Presiden Prabowo Subianto mengaku sedih saat memutuskan mencopot Kepala Badan Gizi Nasional (BGN) Dadan Hindayana beserta dua wakilnya, Sony Sonjaya dan Lodewyk Pusung. Namun, Prabowo menegaskan tetap mengambil keputusan tersebut setelah menerima laporan mengenai dugaan kejanggalan dan penyelewengan dalam pelaksanaan Program Makan Bergizi Gratis (MBG).
Ketiga mantan pimpinan BGN itu kini telah ditahan Kejaksaan Agung dalam kasus dugaan korupsi tata kelola program MBG.
“Saya juga sebetulnya hari ini, saat ini, sebetulnya saya sedih. Saya tidak bisa tutupi bahwa saya dalam keadaan sedih. Karena saya terpaksa mengganti orang-orang yang sebenarnya saya sayangi, orang yang saya percaya, orang yang saya berikan tugas untuk negara, yang sangat berat,” kata Prabowo saat berbicara di hadapan sekitar 12.000 penggerak dan mitra Program MBG di Sentul, Bogor, Jawa Barat, Rabu (3/6/2026).
Meski demikian, Prabowo memilih tidak banyak mengomentari kasus yang menjerat Dadan, Sony, dan Lodewyk karena proses hukum masih berlangsung.
Menurut dia, keputusan mengganti pimpinan BGN bukan perkara mudah. Namun, ia mengaku berpegang pada pesan ayahnya, almarhum Profesor Sumitro Djojohadikusumo, agar selalu berpihak kepada rakyat ketika menghadapi situasi sulit.

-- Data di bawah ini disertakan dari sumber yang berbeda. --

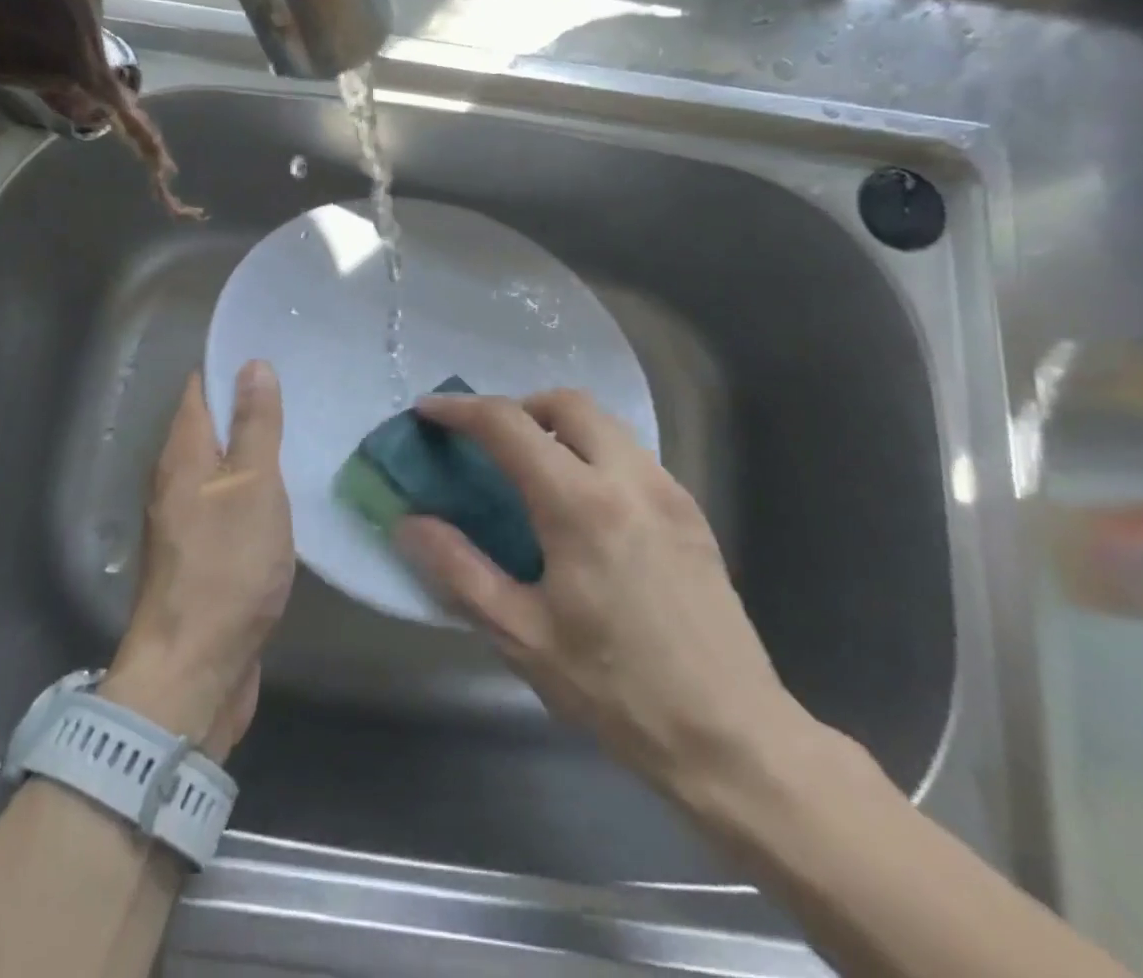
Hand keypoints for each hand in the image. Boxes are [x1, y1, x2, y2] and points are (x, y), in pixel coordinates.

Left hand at [104, 362, 293, 759]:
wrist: (194, 669)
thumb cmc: (226, 566)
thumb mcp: (251, 485)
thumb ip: (253, 426)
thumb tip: (252, 364)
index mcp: (181, 455)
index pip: (199, 389)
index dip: (230, 365)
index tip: (274, 350)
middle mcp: (175, 480)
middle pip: (209, 426)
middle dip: (248, 405)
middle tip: (303, 388)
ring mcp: (187, 520)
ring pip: (221, 466)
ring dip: (254, 449)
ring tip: (305, 431)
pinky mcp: (203, 554)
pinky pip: (229, 503)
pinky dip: (255, 488)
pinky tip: (289, 492)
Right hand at [398, 390, 817, 807]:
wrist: (733, 738)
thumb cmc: (616, 691)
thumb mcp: (521, 636)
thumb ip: (458, 569)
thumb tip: (409, 523)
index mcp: (580, 504)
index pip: (509, 425)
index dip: (460, 410)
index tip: (428, 410)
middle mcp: (628, 478)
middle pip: (565, 402)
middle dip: (517, 407)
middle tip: (488, 443)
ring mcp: (668, 490)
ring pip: (605, 423)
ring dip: (558, 427)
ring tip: (531, 471)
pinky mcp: (692, 512)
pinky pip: (631, 454)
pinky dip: (594, 452)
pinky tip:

“Tapi yang jelas, mengganti mereka itu tidak ringan bagi saya. Tapi saya ingat kata-kata almarhum ayahanda saya, Profesor Sumitro, pernah mengatakan kepada saya, ‘Prabowo, kalau satu saat kau dalam keadaan bingung atau keadaan ragu-ragu, ingat, berpihaklah selalu kepada rakyatmu’,” ujarnya.
Prabowo mengungkapkan bahwa sebelum pergantian pimpinan dilakukan, dirinya telah menerima laporan mengenai berbagai kekurangan, kejanggalan, hingga indikasi penyelewengan dalam pelaksanaan program MBG.
Ia menilai kualitas kepemimpinan sangat menentukan arah sebuah organisasi.
“Apalagi pemimpin tidak benar, tidak kompeten, atau tidak jujur,” kata Prabowo.
Menindaklanjuti laporan tersebut, Prabowo mengaku langsung memanggil Kepala Badan Pengawasan Keuangan dan Pembangunan (BPKP) M Yusuf Ateh, Kepala Pusat Pelaporan dan Analisis Transaksi Keuangan (PPATK) Ivan Yustiavandana, serta sejumlah pejabat lainnya.
“Saya tanya, ‘tolong saya mendapat laporan tentang BGN. BGN ini suatu program yang sangat-sangat penting bagi bangsa dan negara, menyangkut rakyat kita yang sedang perlu bantuan afirmasi, bantuan berpihak’,” ujar Prabowo.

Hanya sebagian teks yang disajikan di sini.